_Work request_
Please take the records that follow and repeat exactly the lines starting with the line with "ring pip: (266, 257)" and going on through the line with "index dip: (428, 197)".

_Supplied material_
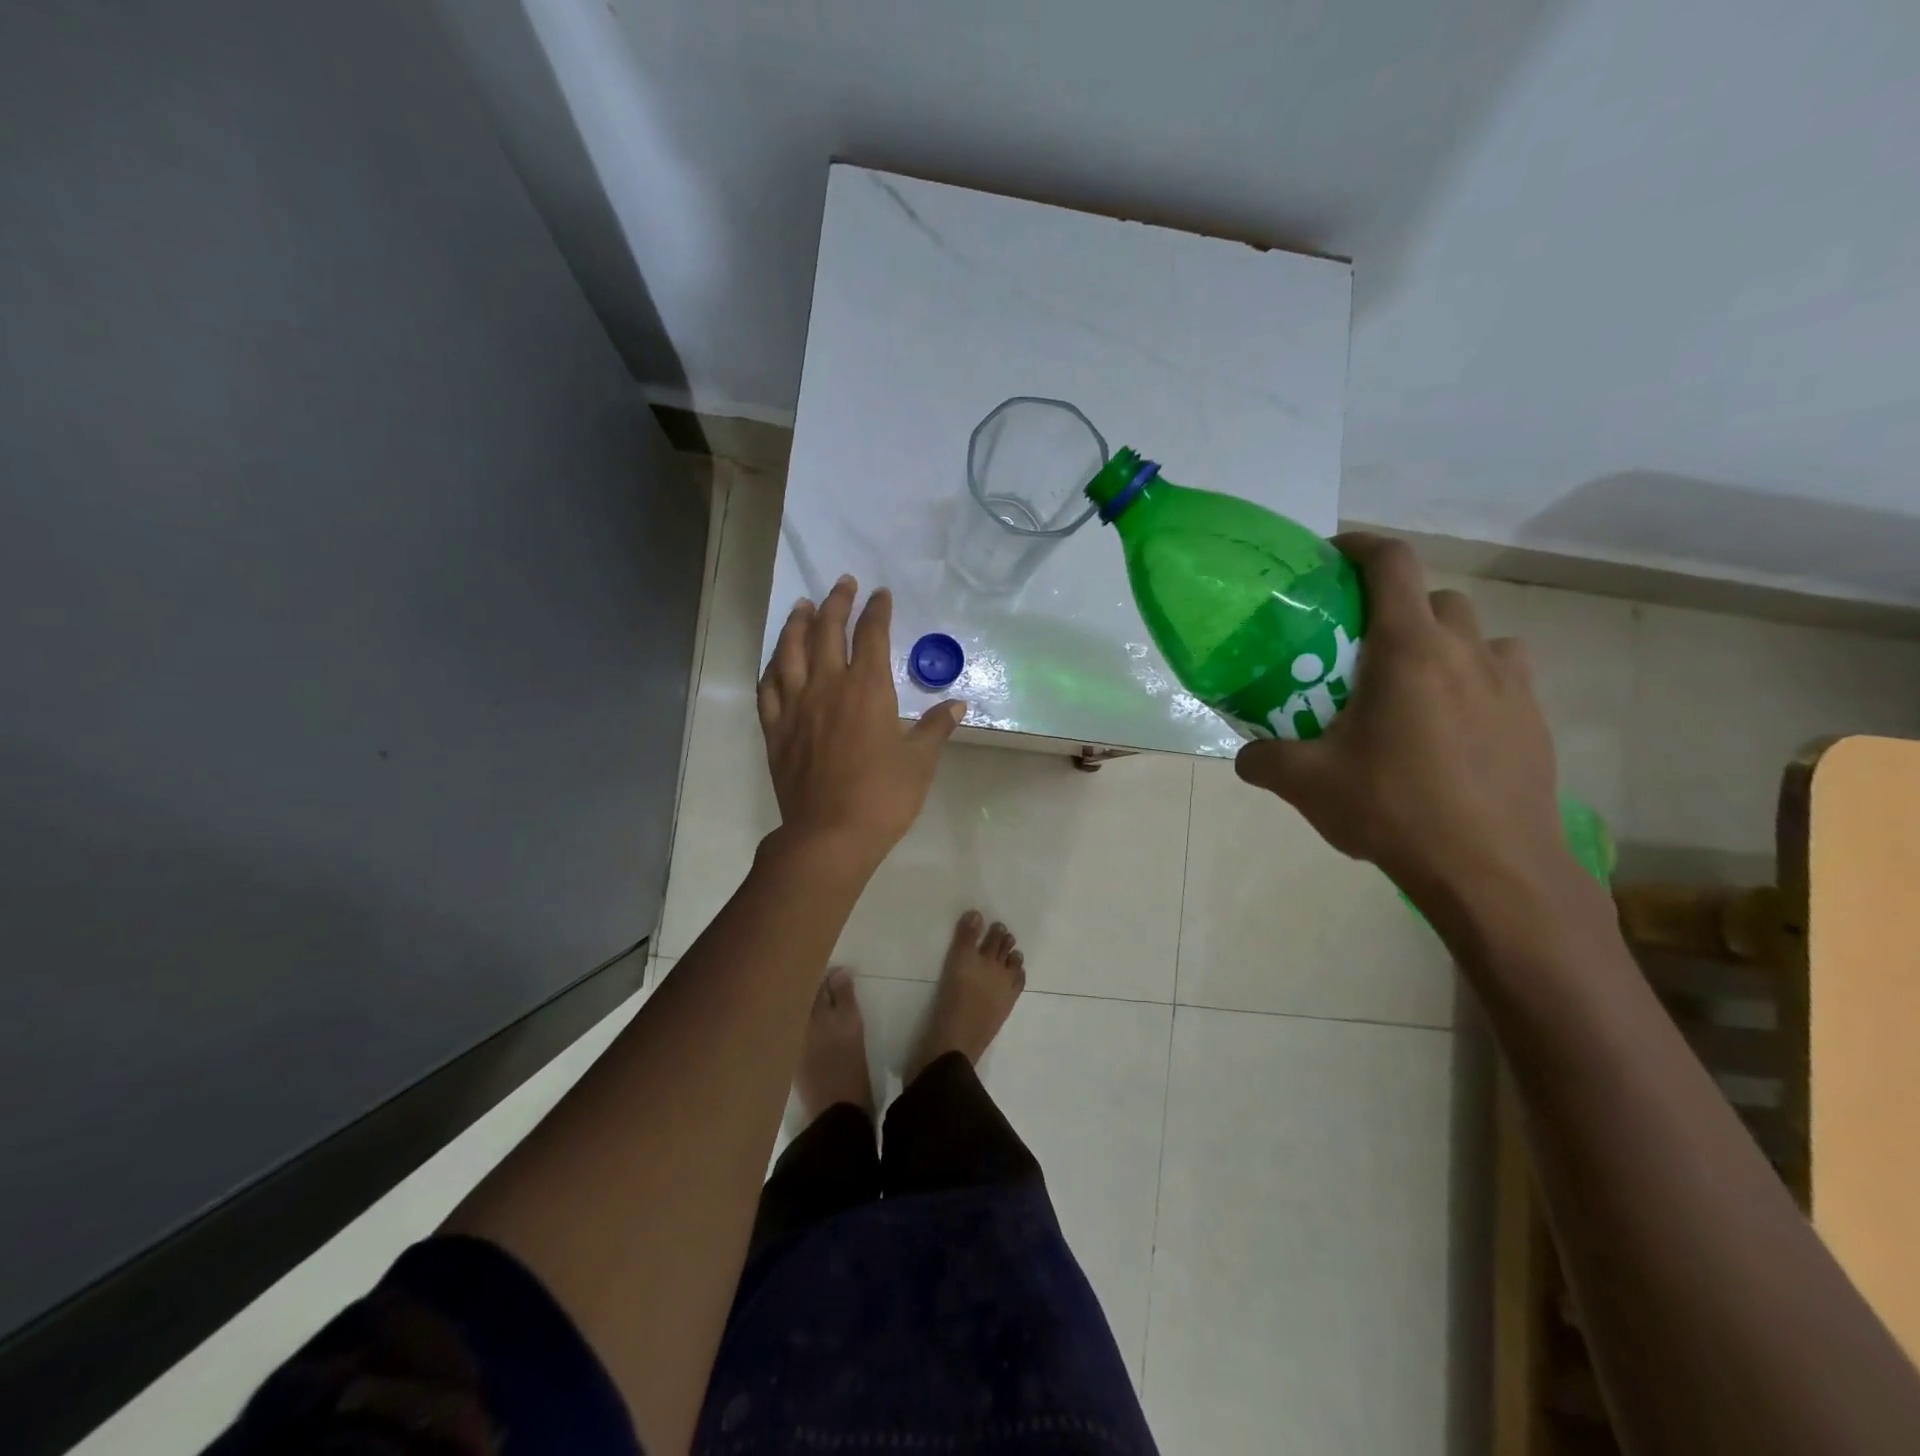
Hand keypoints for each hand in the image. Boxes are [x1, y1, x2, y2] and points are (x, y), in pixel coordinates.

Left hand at [757, 576, 963, 867]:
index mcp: (867, 689)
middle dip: (837, 602)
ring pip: (790, 651)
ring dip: (798, 623)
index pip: (872, 635)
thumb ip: (936, 728)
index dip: (877, 610)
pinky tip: (776, 659)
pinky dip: (772, 666)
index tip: (880, 594)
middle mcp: (828, 686)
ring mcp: (795, 705)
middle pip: (827, 631)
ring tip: (803, 605)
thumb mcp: (920, 762)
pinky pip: (767, 687)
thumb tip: (957, 705)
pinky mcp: (775, 728)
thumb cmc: (883, 797)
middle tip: (843, 583)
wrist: (829, 834)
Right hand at [1234, 534, 1572, 913]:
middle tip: (1361, 648)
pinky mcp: (1534, 720)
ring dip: (1442, 645)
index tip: (1331, 557)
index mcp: (1408, 651)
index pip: (1392, 564)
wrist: (1492, 870)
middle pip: (1434, 598)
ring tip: (1411, 688)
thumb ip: (1264, 758)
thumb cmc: (1394, 809)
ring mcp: (1511, 685)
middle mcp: (1465, 652)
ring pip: (1476, 636)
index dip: (1360, 546)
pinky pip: (1503, 677)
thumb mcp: (1307, 784)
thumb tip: (1247, 754)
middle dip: (1397, 608)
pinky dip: (1473, 683)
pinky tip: (1448, 730)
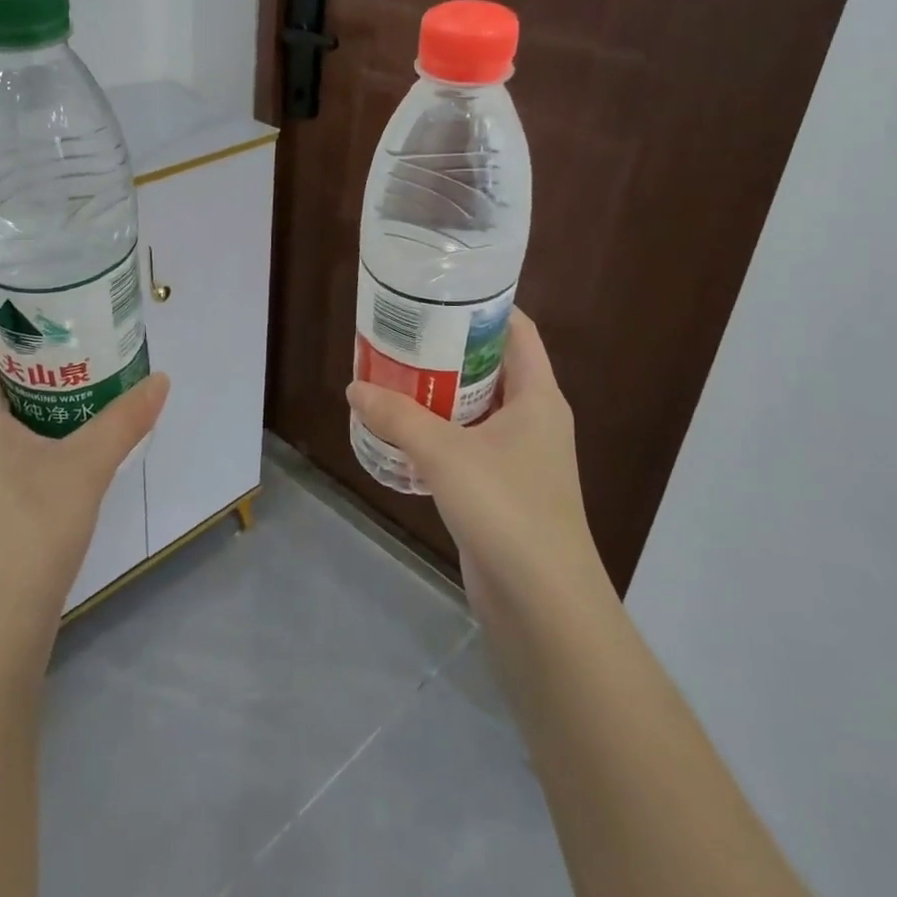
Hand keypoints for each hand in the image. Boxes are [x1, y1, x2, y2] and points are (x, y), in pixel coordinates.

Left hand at [0, 329, 169, 652]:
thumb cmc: (28, 531)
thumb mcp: (84, 468)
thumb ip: (124, 420)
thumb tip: (161, 380)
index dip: (16, 320)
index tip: (62, 307)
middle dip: (44, 355)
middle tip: (92, 339)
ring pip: (7, 414)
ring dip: (47, 394)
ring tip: (96, 378)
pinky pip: (10, 444)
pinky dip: (43, 428)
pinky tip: (82, 436)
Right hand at [346, 311, 604, 609]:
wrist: (542, 604)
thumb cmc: (507, 509)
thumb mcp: (445, 453)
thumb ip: (397, 416)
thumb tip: (355, 387)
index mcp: (537, 397)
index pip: (518, 331)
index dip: (484, 306)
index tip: (439, 293)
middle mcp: (533, 420)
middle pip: (490, 366)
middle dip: (447, 349)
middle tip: (400, 333)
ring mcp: (518, 457)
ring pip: (474, 408)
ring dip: (437, 393)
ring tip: (391, 374)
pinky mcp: (500, 489)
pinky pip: (465, 444)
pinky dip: (436, 432)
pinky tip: (399, 431)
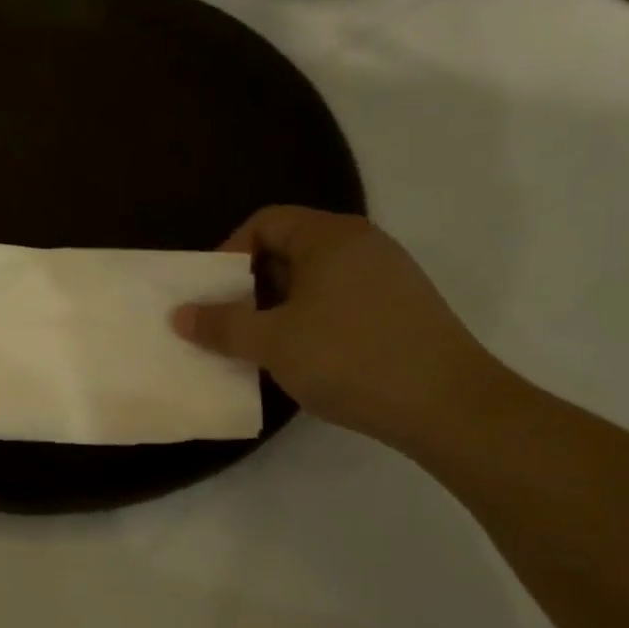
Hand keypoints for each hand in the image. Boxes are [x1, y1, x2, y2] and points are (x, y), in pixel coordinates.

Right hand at [174, 207, 504, 447]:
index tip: (213, 294)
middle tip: (229, 322)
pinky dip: (310, 320)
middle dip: (250, 284)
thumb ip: (221, 324)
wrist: (448, 405)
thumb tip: (180, 314)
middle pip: (289, 248)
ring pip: (314, 279)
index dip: (229, 252)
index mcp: (330, 237)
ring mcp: (388, 276)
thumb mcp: (273, 342)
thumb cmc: (349, 358)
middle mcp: (362, 244)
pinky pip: (339, 300)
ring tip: (260, 345)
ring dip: (278, 306)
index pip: (265, 221)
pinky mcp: (401, 308)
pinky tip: (303, 357)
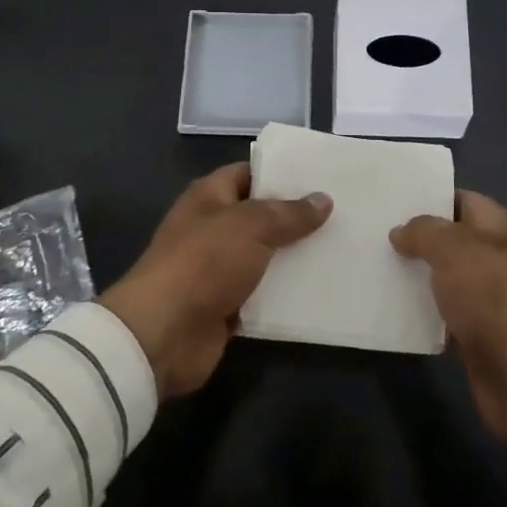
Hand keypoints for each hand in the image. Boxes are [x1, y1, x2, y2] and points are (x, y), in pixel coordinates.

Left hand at [101, 163, 331, 397]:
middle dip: (297, 218)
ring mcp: (219, 269)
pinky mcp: (227, 306)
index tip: (321, 177)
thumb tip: (323, 199)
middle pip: (261, 217)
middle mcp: (213, 228)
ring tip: (341, 249)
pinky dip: (287, 294)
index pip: (249, 173)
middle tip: (343, 214)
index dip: (281, 173)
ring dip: (296, 258)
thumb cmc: (204, 263)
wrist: (164, 333)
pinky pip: (264, 294)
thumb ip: (289, 213)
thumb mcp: (251, 226)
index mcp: (210, 197)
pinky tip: (322, 289)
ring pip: (266, 257)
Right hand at [392, 191, 506, 470]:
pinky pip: (440, 318)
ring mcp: (485, 299)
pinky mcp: (475, 336)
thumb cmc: (495, 298)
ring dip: (411, 278)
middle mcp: (494, 259)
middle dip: (413, 239)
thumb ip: (424, 232)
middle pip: (447, 241)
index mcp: (498, 228)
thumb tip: (401, 232)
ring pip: (440, 280)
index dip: (428, 197)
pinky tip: (386, 310)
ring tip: (370, 268)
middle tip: (370, 234)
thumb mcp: (455, 250)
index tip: (389, 200)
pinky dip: (418, 316)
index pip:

_Written reply_
ring pip: (266, 257)
Right hand at [392, 191, 506, 470]:
pinky pip: (440, 318)
ring mcp: (485, 299)
pinky mcp: (475, 336)
thumb cmc: (495, 298)
ring dip: (411, 278)
middle mcp: (494, 259)
middle dip: (413, 239)
thumb ip: (424, 232)
middle pip: (447, 241)
index mcp: (498, 228)
thumb tip: (401, 232)
ring pip: (440, 280)
index dip: (428, 197)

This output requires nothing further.